**May 9**

Mateusz Łełyk,
University of Warsaw

**Pathologies in Satisfaction Classes: part II**

This is the second part of the talk given by Athar Abdul-Quader (Pathologically definable subsets of models of CT-), however we will make sure to make it self-contained.

The talk is centered around the following problem: when a subset of a countable and recursively saturated model M can be characterized as the set of the lengths of disjunctions on which a satisfaction class behaves correctly? More precisely: let DC(x) denote a sentence in a language of PA with a fresh binary predicate S which says 'For every disjunction d with at most x disjuncts and every assignment a, S(d,a) iff there is a disjunct d' in d such that S(d',a).' We say that X is a DC-set in (M,S) iff X is precisely the set of those numbers a such that (M,S) satisfies DC(a). We ask: given a countable and recursively saturated model M for which subsets X of M we can find a satisfaction class S such that X is a DC-set in (M,S)?
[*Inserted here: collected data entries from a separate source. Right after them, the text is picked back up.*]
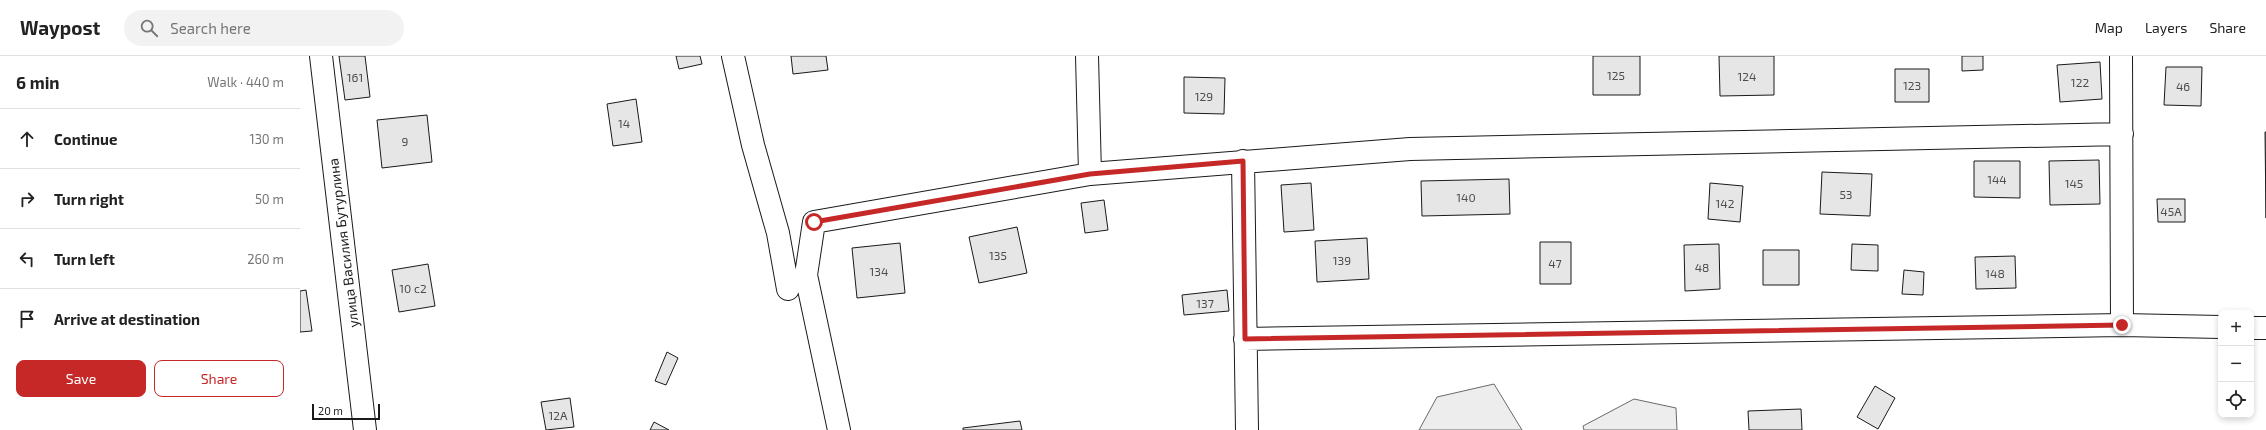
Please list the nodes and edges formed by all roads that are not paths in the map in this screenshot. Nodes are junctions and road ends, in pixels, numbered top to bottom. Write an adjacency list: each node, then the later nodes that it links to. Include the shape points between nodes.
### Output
1 (321, 56): 14 (street, улица Василия Бутурлина)
2 (733, 56): 8 (street, via 752,145 778,233)
3 (1087, 56): 7 (street)
4 (2121, 56): 5 (street)
5 (2122, 134): 6 (street, via 1410,149); 9 (street)
6 (1243, 161): 7 (street); 13 (street)
7 (1090, 174): 15 (street, via 814,222 806,275)
8 (788, 289)
9 (2122, 325): 10 (street); 13 (street)
10 (2218, 328)
11 (2254, 328): 12 (street)
12 (2266, 328)
13 (1245, 339): 16 (street)
14 (365, 430)
15 (839, 430)
16 (1247, 430)

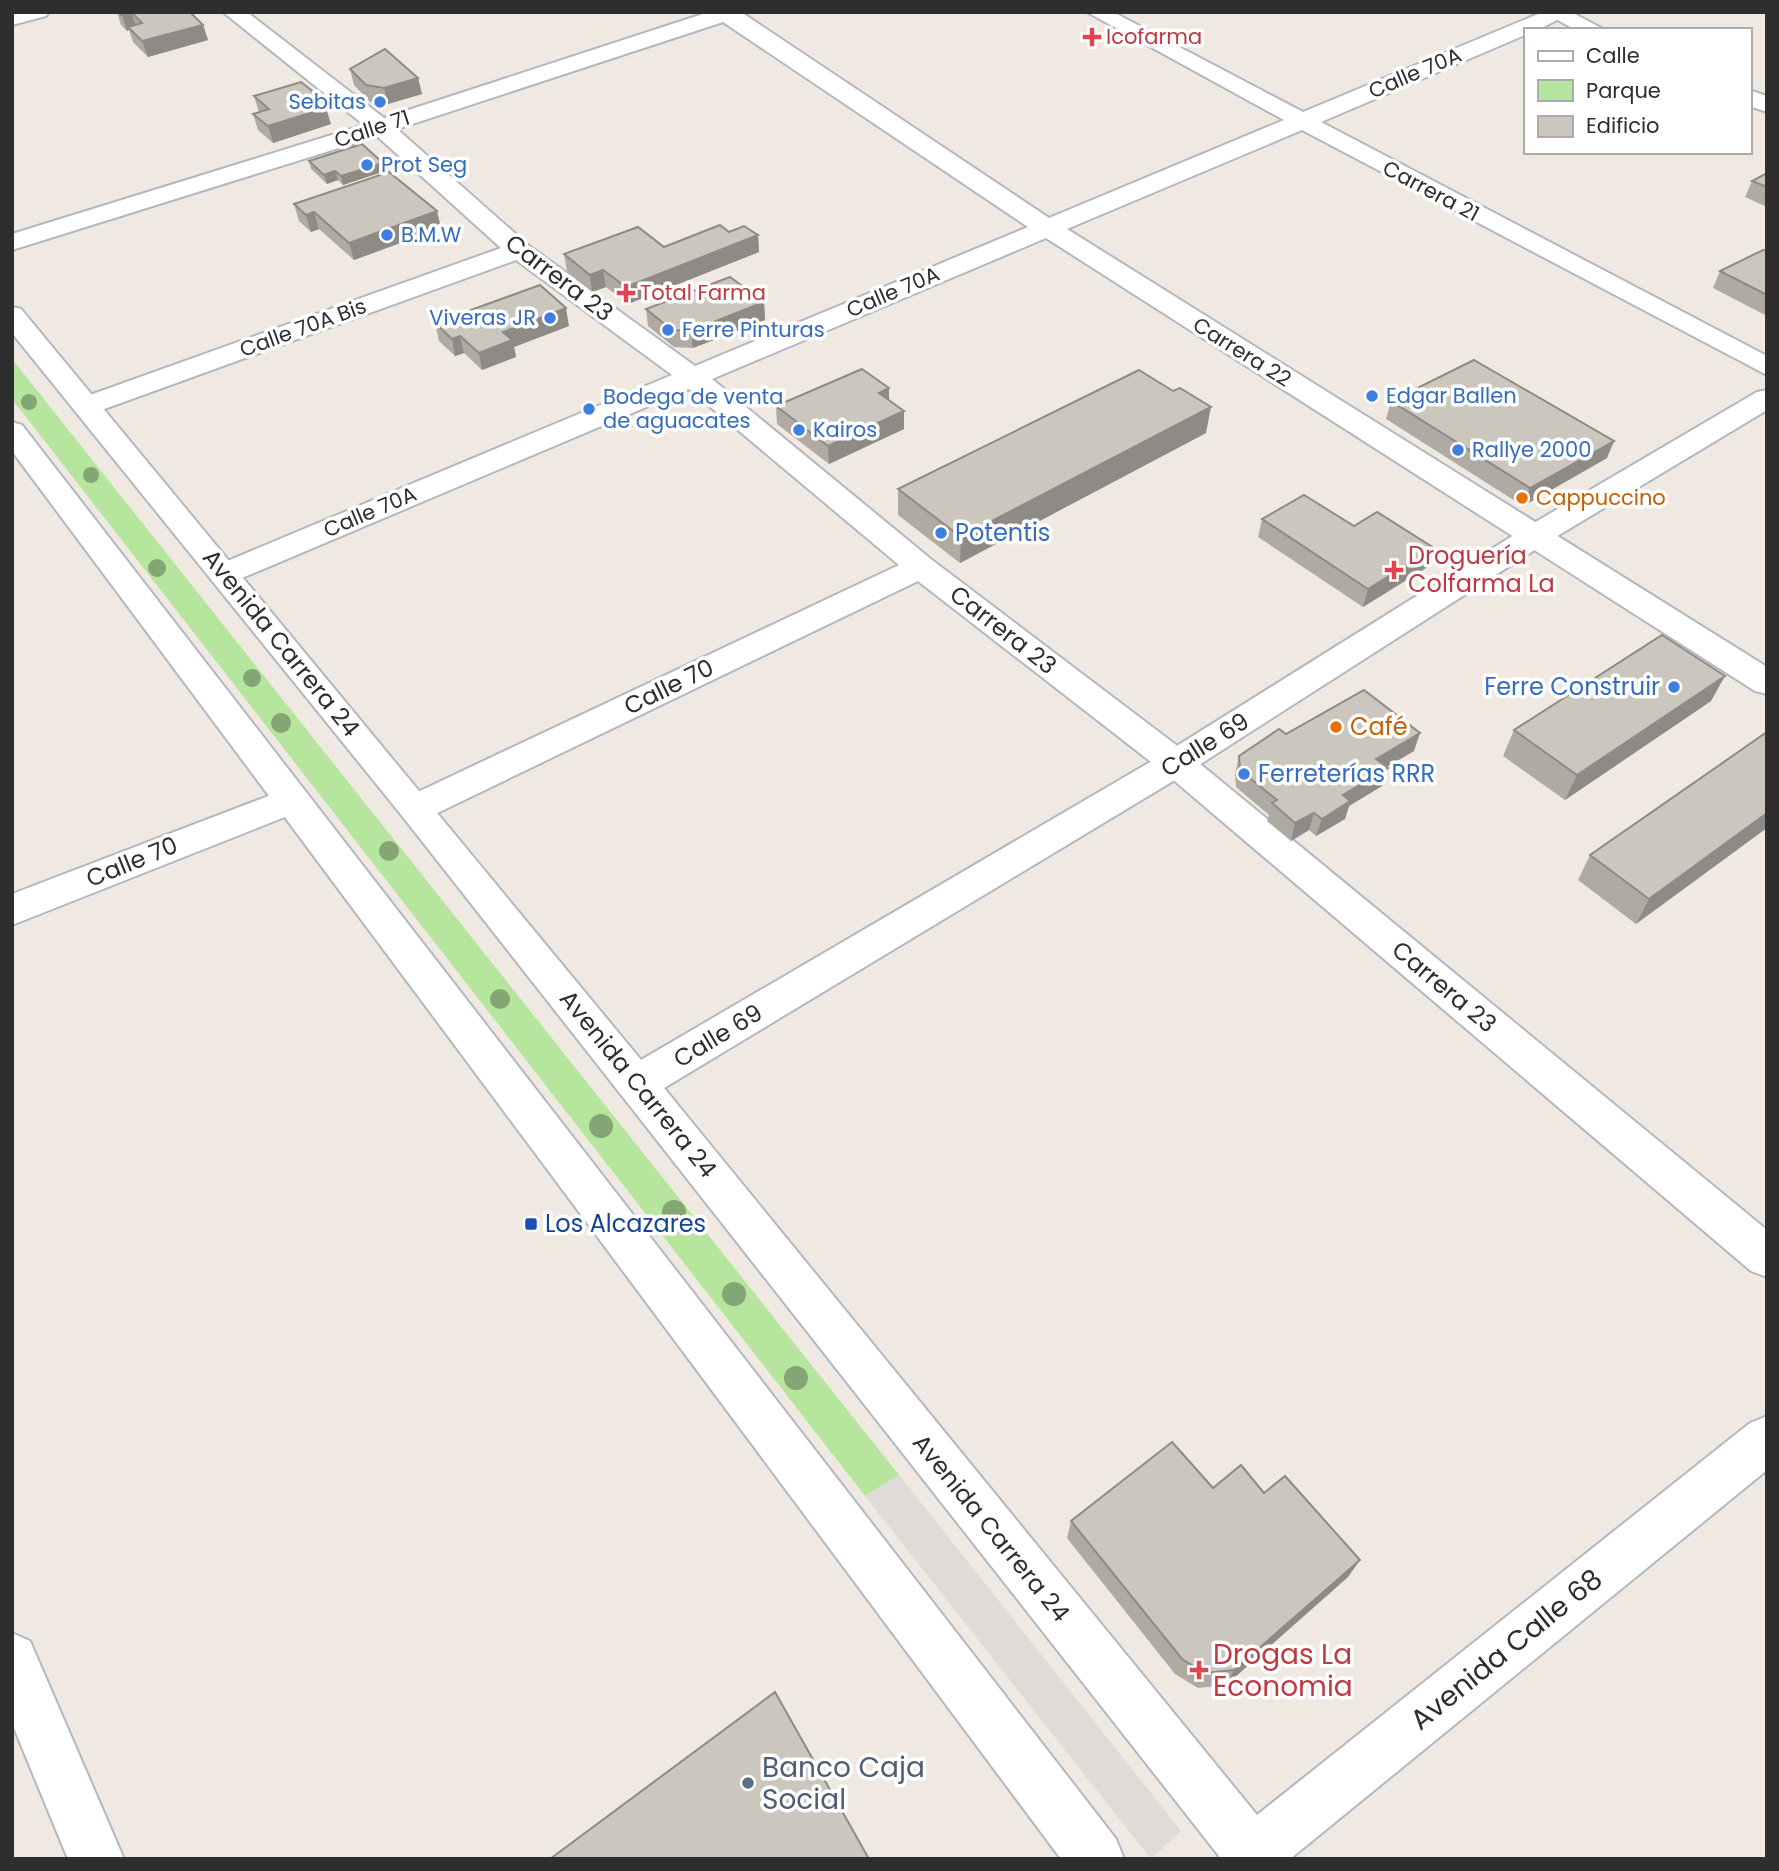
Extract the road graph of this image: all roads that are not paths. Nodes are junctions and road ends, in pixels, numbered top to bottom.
1 (39, 12) edge
2 (233, 12) edge
3 (1097, 12) edge
4 (727, 13) edge
5 (1557, 13) edge
6 (12, 19) edge
7 (1590, 28) edge
8 (1751, 98) edge
9 (1767, 105) edge
10 (1299, 121) junction
11 (382, 127) junction
12 (1047, 228) junction
13 (12, 242) edge
14 (519, 250) junction
15 (12, 315) edge
16 (1767, 367) edge
17 (692, 377) junction
18 (1767, 398) edge
19 (86, 406) junction
20 (12, 431) edge
21 (1533, 537) junction
22 (921, 567) junction
23 (224, 574) junction
24 (1767, 683) edge
25 (1176, 763) junction
26 (292, 800) junction
27 (416, 808) junction
28 (12, 910) edge
29 (637, 1083) junction
30 (1767, 1257) edge
31 (1767, 1440) edge
32 (12, 1659) edge
33 (1252, 1857) edge
34 (96, 1859) edge
35 (1096, 1859) edge

1 - 6 street
2 - 11 street, Carrera 23
3 - 10 street, Carrera 21
4 - 11 street, Calle 71
4 - 12 street, Carrera 22
5 - 7 street
5 - 10 street, Calle 70A
8 - 9 street
10 - 12 street, Calle 70A
10 - 16 street, Carrera 21
11 - 13 street, Calle 71
11 - 14 street, Carrera 23
12 - 17 street, Calle 70A
12 - 21 street, Carrera 22
14 - 17 street, Carrera 23
14 - 19 street, Calle 70A Bis
15 - 19 street, Avenida Carrera 24
17 - 22 street, Carrera 23
17 - 23 street, Calle 70A
18 - 21 street, Calle 69
19 - 23 street, Avenida Carrera 24
20 - 26 street
21 - 24 street, Carrera 22
21 - 25 street, Calle 69
22 - 25 street, Carrera 23
22 - 27 street, Calle 70
23 - 27 street, Avenida Carrera 24
25 - 29 street, Calle 69
25 - 30 street, Carrera 23
26 - 28 street, Calle 70
26 - 35 street
27 - 29 street, Avenida Carrera 24
29 - 33 street, Avenida Carrera 24
31 - 33 street, Avenida Calle 68
32 - 34 street

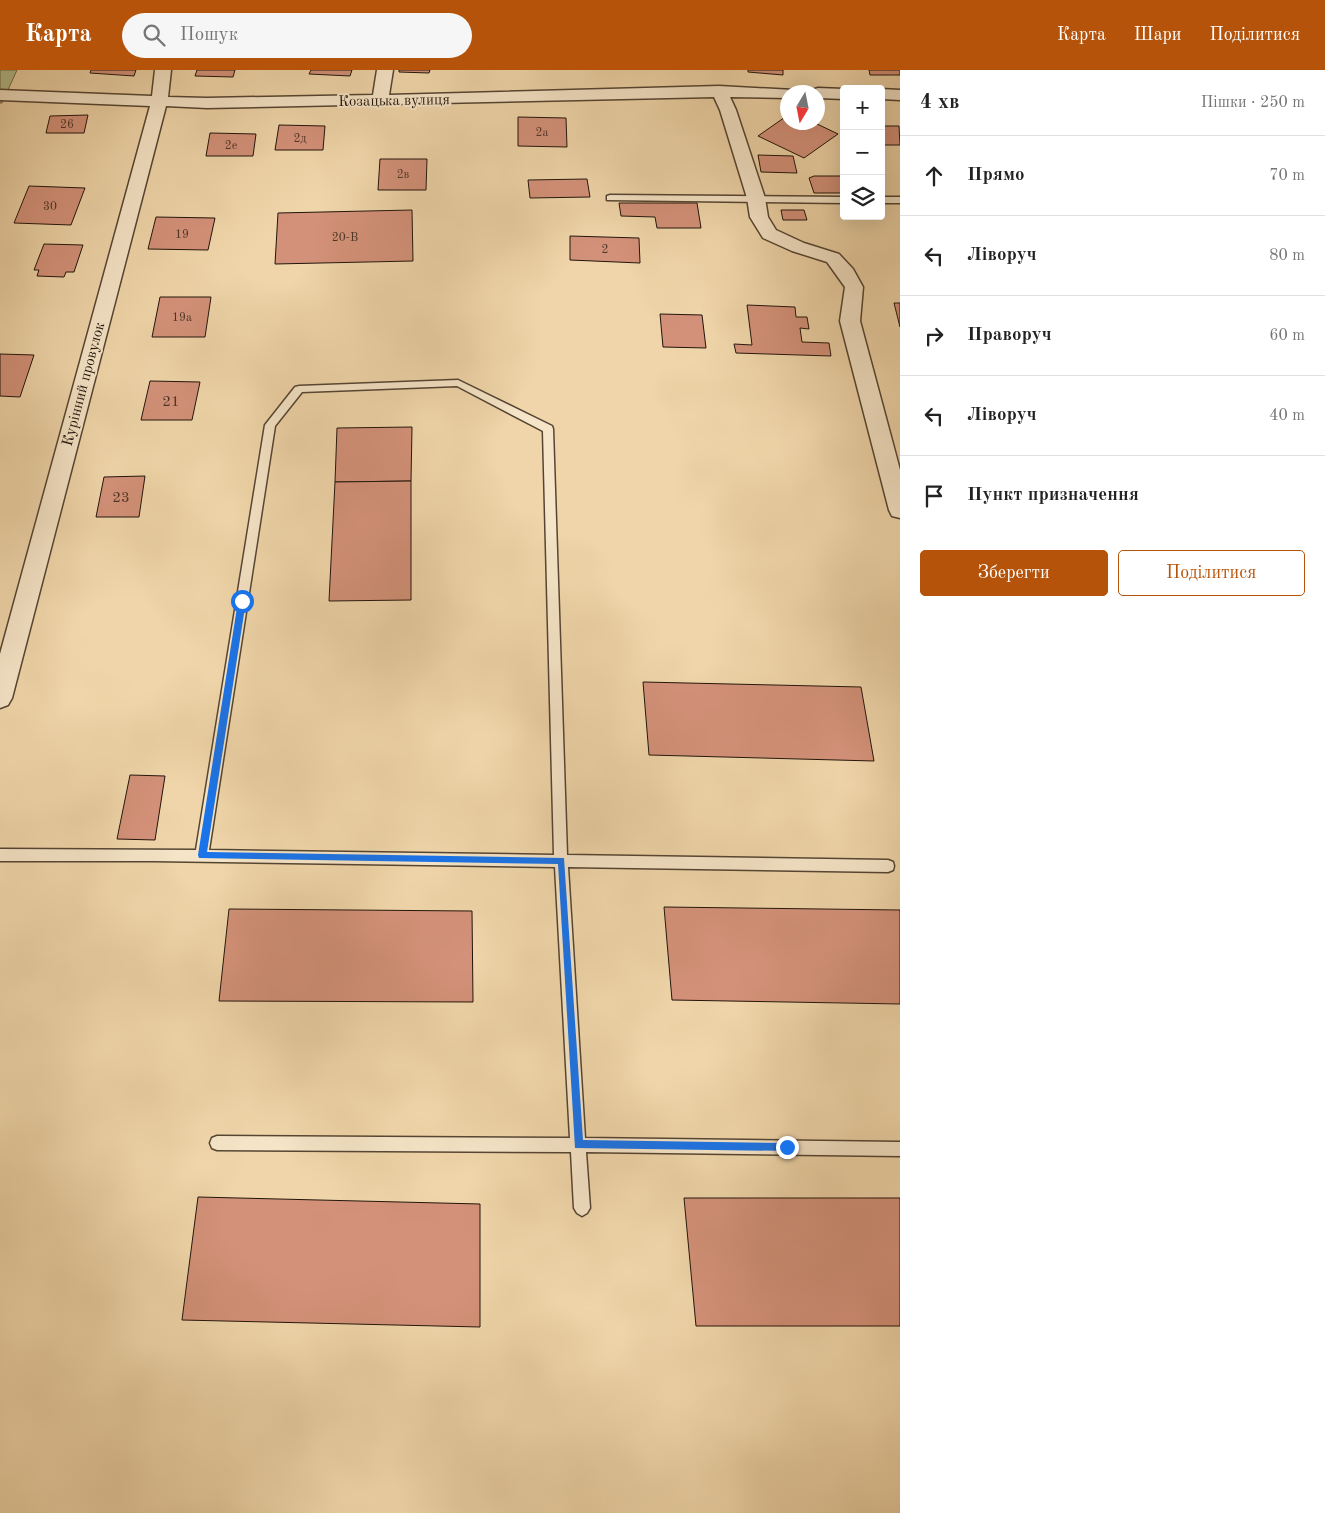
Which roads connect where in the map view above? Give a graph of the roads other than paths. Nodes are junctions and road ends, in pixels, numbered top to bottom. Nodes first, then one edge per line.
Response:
1 (163, 70) edge
2 (385, 70) edge
3 (719, 91) junction
4 (780, 93) edge
5 (825, 93) edge
6 (840, 94) edge
7 (885, 94) edge
8 (0, 95) edge
9 (900, 95) edge
10 (380, 100) junction
11 (159, 101) junction
12 (610, 198) dead end
13 (756, 198) junction
14 (840, 200) edge
15 (885, 200) edge
16 (900, 200) edge
17 (900, 510) edge
18 (0, 698) edge
19 (0, 855) edge
20 (202, 855) junction
21 (562, 861) junction
22 (888, 866) dead end
23 (217, 1143) dead end
24 (579, 1145) junction
25 (900, 1149) edge
26 (582, 1208) dead end

1 - 11 street, Курінний провулок
2 - 10 street
3 - 4 street, Козацька вулиця
3 - 10 street, Козацька вулиця
3 - 13 street
5 - 6 street
7 - 9 street
8 - 11 street, Козацька вулиця
10 - 11 street, Козацька вулиця
11 - 18 street, Курінний провулок
12 - 13 lane
13 - 14 lane
13 - 17 street
15 - 16 lane
19 - 20 lane
20 - 21 lane
20 - 21 lane
21 - 22 lane
21 - 24 lane
23 - 24 lane
24 - 25 lane
24 - 26 lane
In the talk we study this problem for idempotent disjunctions, that is: disjunctions which repeat the same sentence. Let IDC(x) be DC(x) restricted to such 'idempotent' disjunctions of length x. The following is one of our core results:

Theorem: For an arbitrary countable and recursively saturated model M of PA the following conditions are equivalent:

(a) M is arithmetically saturated

(b) For every cut I in M there is a satisfaction class S such that I is an IDC-set in (M,S).

We study how this result generalizes to other propositional constructions in the place of disjunctions. The talk is based on a joint work with Athar Abdul-Quader presented in this paper from arxiv: arXiv:2303.18069v1 [math.LO] 31 Mar 2023.